*WORK INSTRUCTION*.
Retype the data exactly, skipping any picture in it.

*-*-*

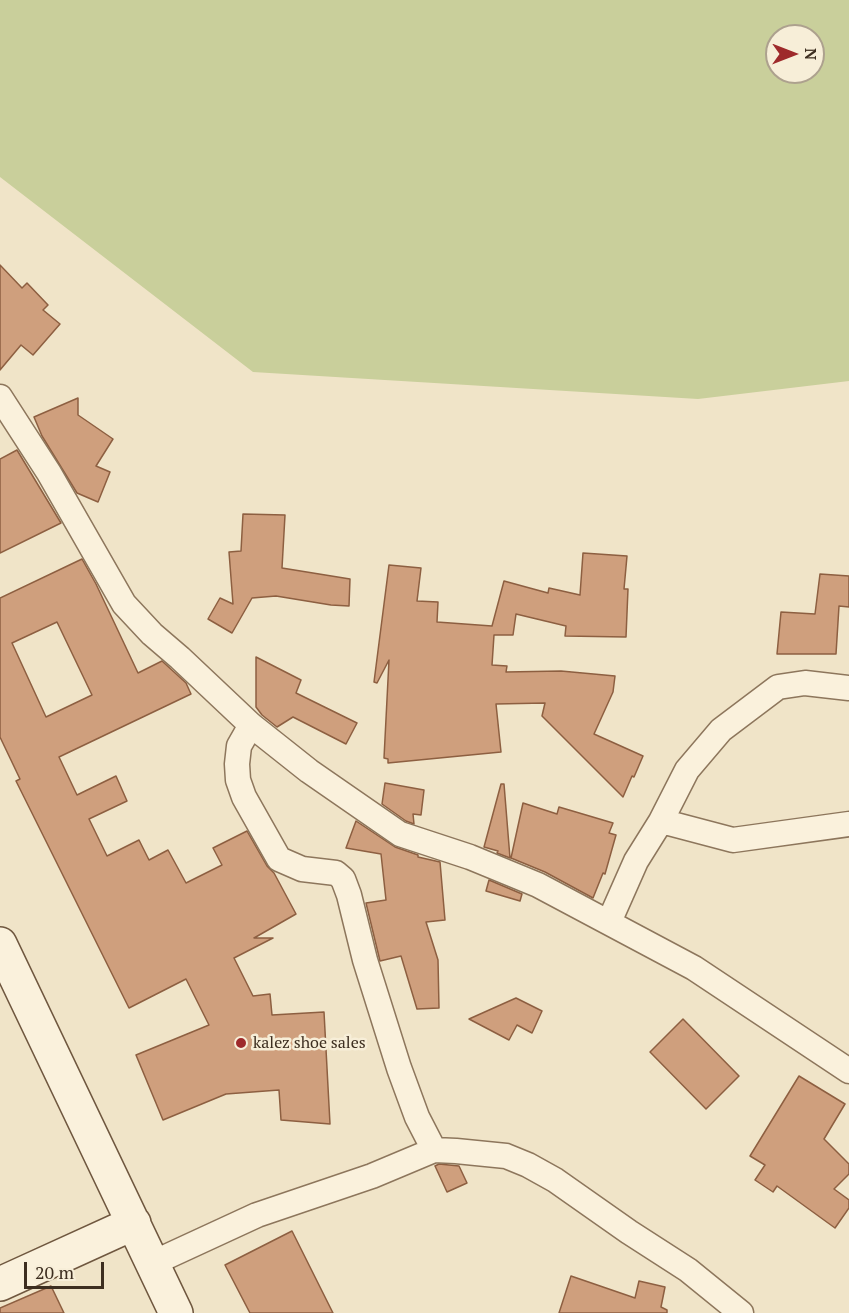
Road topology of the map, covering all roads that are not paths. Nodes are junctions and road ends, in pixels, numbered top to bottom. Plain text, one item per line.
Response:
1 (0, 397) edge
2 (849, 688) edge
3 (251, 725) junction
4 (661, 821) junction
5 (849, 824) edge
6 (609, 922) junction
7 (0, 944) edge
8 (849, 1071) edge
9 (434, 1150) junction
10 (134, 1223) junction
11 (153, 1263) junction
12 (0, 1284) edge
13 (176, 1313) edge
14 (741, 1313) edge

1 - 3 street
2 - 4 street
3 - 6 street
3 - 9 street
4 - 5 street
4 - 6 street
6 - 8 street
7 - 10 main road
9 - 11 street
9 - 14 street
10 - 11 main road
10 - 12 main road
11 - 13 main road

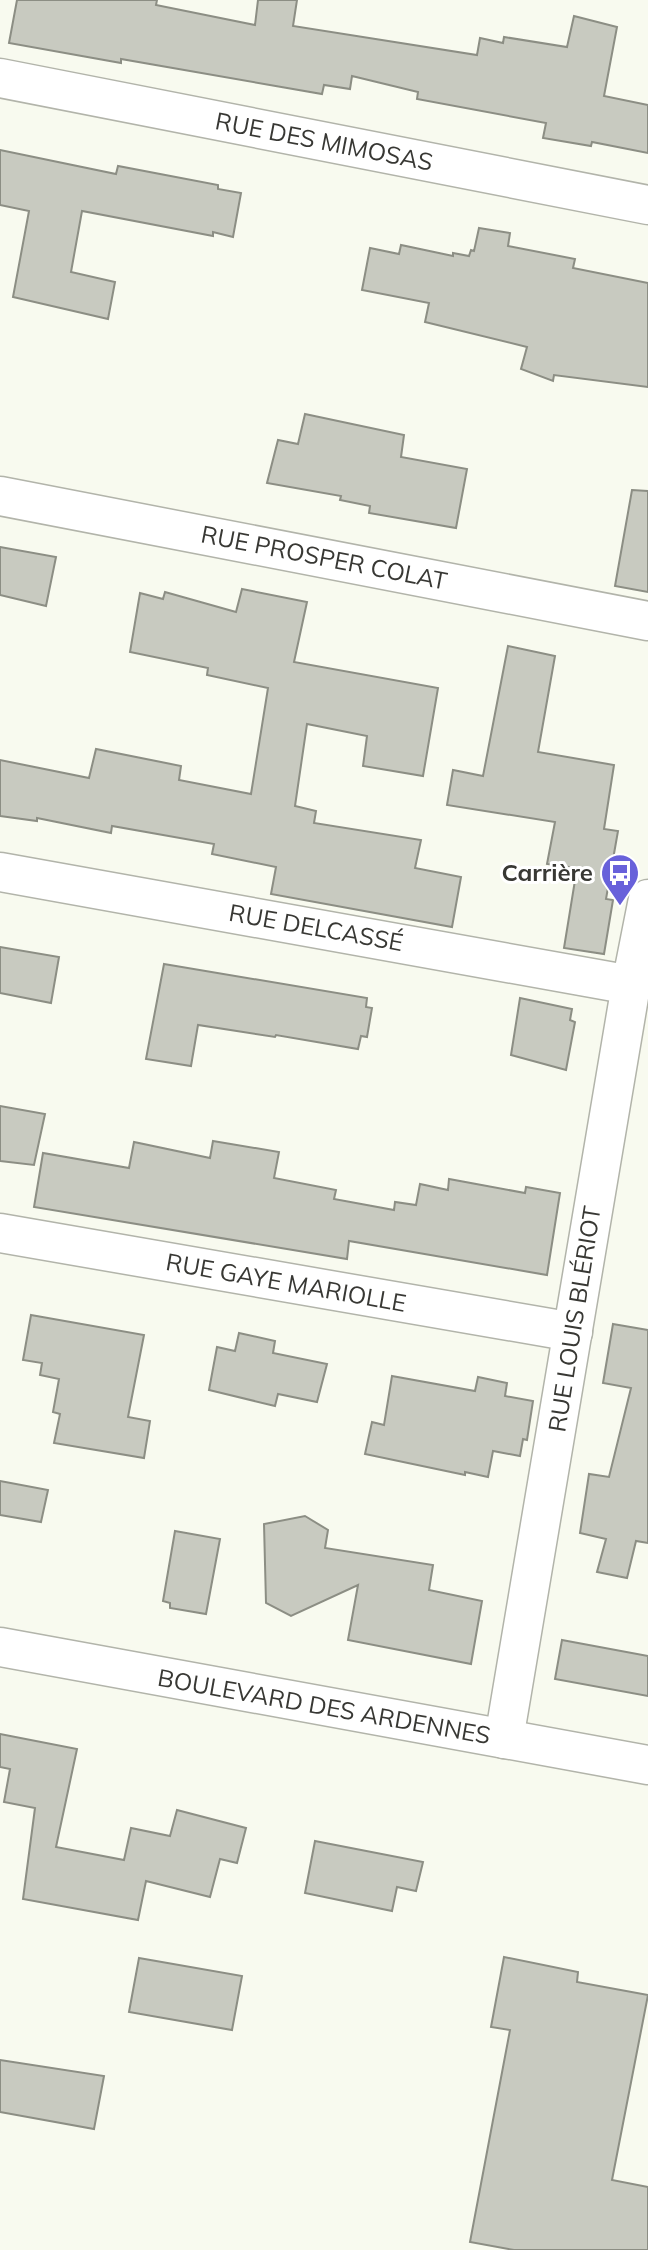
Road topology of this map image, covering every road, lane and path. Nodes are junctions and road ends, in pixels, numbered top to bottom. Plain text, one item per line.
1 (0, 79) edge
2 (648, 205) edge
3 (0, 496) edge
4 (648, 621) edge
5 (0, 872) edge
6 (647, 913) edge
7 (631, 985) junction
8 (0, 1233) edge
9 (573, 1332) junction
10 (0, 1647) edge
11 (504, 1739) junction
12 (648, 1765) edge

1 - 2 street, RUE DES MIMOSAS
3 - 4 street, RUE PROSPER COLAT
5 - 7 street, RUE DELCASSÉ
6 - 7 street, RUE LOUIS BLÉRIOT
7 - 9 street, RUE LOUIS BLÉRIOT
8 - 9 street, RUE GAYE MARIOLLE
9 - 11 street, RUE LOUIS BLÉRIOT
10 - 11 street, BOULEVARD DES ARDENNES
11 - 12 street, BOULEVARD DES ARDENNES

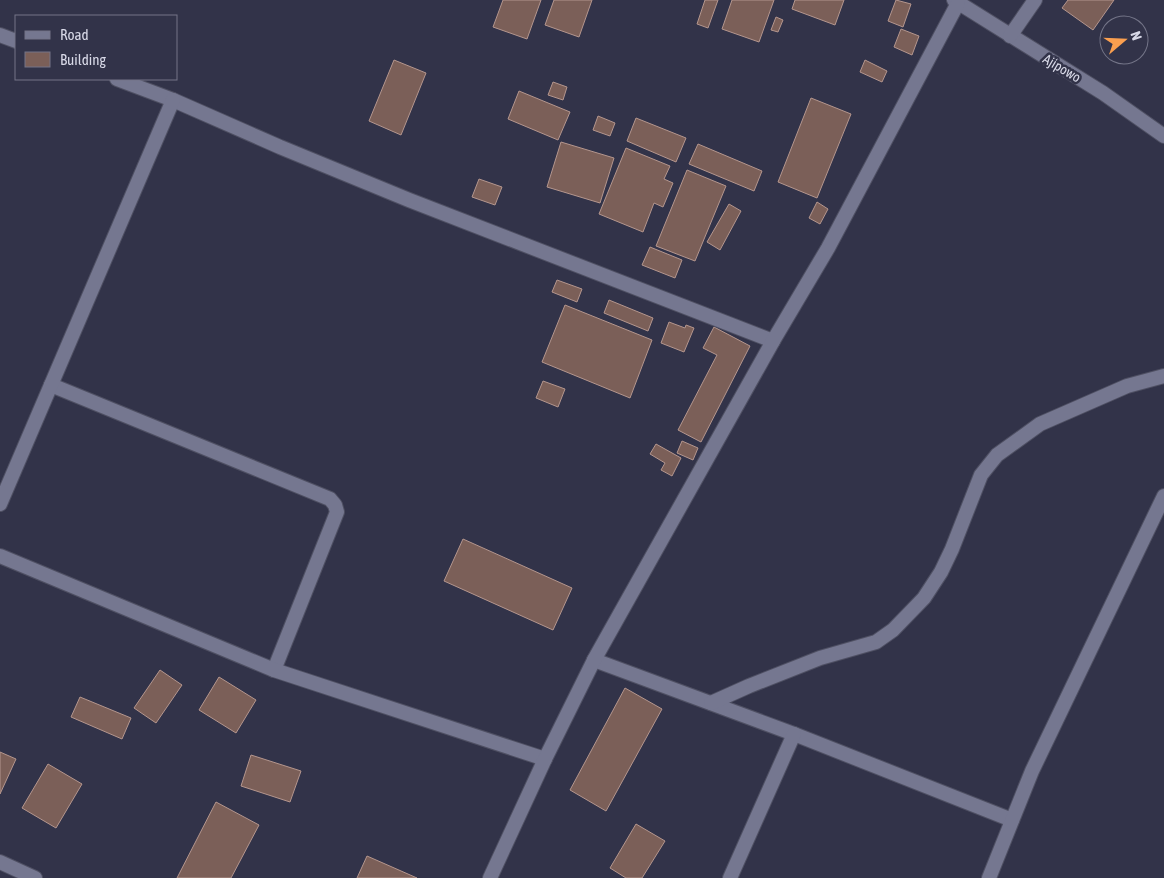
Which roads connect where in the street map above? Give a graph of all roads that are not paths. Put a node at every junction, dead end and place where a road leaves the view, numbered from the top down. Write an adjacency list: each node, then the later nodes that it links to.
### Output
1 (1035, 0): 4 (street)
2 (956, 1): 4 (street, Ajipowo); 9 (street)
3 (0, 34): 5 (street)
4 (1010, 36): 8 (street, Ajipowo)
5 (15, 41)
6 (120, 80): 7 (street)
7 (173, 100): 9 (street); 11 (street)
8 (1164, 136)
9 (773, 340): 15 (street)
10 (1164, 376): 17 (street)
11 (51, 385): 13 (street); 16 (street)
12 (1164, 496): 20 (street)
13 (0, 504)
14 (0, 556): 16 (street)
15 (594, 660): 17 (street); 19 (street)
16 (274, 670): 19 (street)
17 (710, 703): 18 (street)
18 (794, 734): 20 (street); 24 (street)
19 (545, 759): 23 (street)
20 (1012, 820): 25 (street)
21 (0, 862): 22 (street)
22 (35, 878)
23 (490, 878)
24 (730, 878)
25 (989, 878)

*-*-*

*RESPONSE TO THE EXERCISE*.
Road topology of the map, covering all roads that are not paths. Nodes are junctions and road ends, in pixels, numbered top to bottom. Plain text, one item per line.
Response:
1 (0, 397) edge
2 (849, 688) edge
3 (251, 725) junction
4 (661, 821) junction
5 (849, 824) edge
6 (609, 922) junction
7 (0, 944) edge
8 (849, 1071) edge
9 (434, 1150) junction
10 (134, 1223) junction
11 (153, 1263) junction
12 (0, 1284) edge
13 (176, 1313) edge
14 (741, 1313) edge

1 - 3 street
2 - 4 street
3 - 6 street
3 - 9 street
4 - 5 street
4 - 6 street
6 - 8 street
7 - 10 main road
9 - 11 street
9 - 14 street
10 - 11 main road
10 - 12 main road
11 - 13 main road

Road topology of this map image, covering every road, lane and path. Nodes are junctions and road ends, in pixels, numbered top to bottom. Plain text, one item per line.
1 (0, 79) edge
2 (648, 205) edge
3 (0, 496) edge
4 (648, 621) edge
5 (0, 872) edge
6 (647, 913) edge
7 (631, 985) junction
8 (0, 1233) edge
9 (573, 1332) junction
10 (0, 1647) edge
11 (504, 1739) junction
12 (648, 1765) edge

1 - 2 street, RUE DES MIMOSAS
3 - 4 street, RUE PROSPER COLAT
5 - 7 street, RUE DELCASSÉ
6 - 7 street, RUE LOUIS BLÉRIOT
7 - 9 street, RUE LOUIS BLÉRIOT
8 - 9 street, RUE GAYE MARIOLLE
9 - 11 street, RUE LOUIS BLÉRIOT
10 - 11 street, BOULEVARD DES ARDENNES
11 - 12 street, BOULEVARD DES ARDENNES

Which roads connect where in the street map above? Give a graph of all roads that are not paths. Put a node at every junction, dead end and place where a road leaves the view, numbered from the top down. Write an adjacency list: each node, then the later nodes that it links to.
### Output
1 (1035, 0): 4 (street)
2 (956, 1): 4 (street, Ajipowo); 9 (street)
3 (0, 34): 5 (street)
4 (1010, 36): 8 (street, Ajipowo)
5 (15, 41)
6 (120, 80): 7 (street)
7 (173, 100): 9 (street); 11 (street)
8 (1164, 136)
9 (773, 340): 15 (street)
10 (1164, 376): 17 (street)
11 (51, 385): 13 (street); 16 (street)
12 (1164, 496): 20 (street)
13 (0, 504)
14 (0, 556): 16 (street)
15 (594, 660): 17 (street); 19 (street)
16 (274, 670): 19 (street)
17 (710, 703): 18 (street)
18 (794, 734): 20 (street); 24 (street)
19 (545, 759): 23 (street)
20 (1012, 820): 25 (street)
21 (0, 862): 22 (street)
22 (35, 878)
23 (490, 878)
24 (730, 878)
25 (989, 878)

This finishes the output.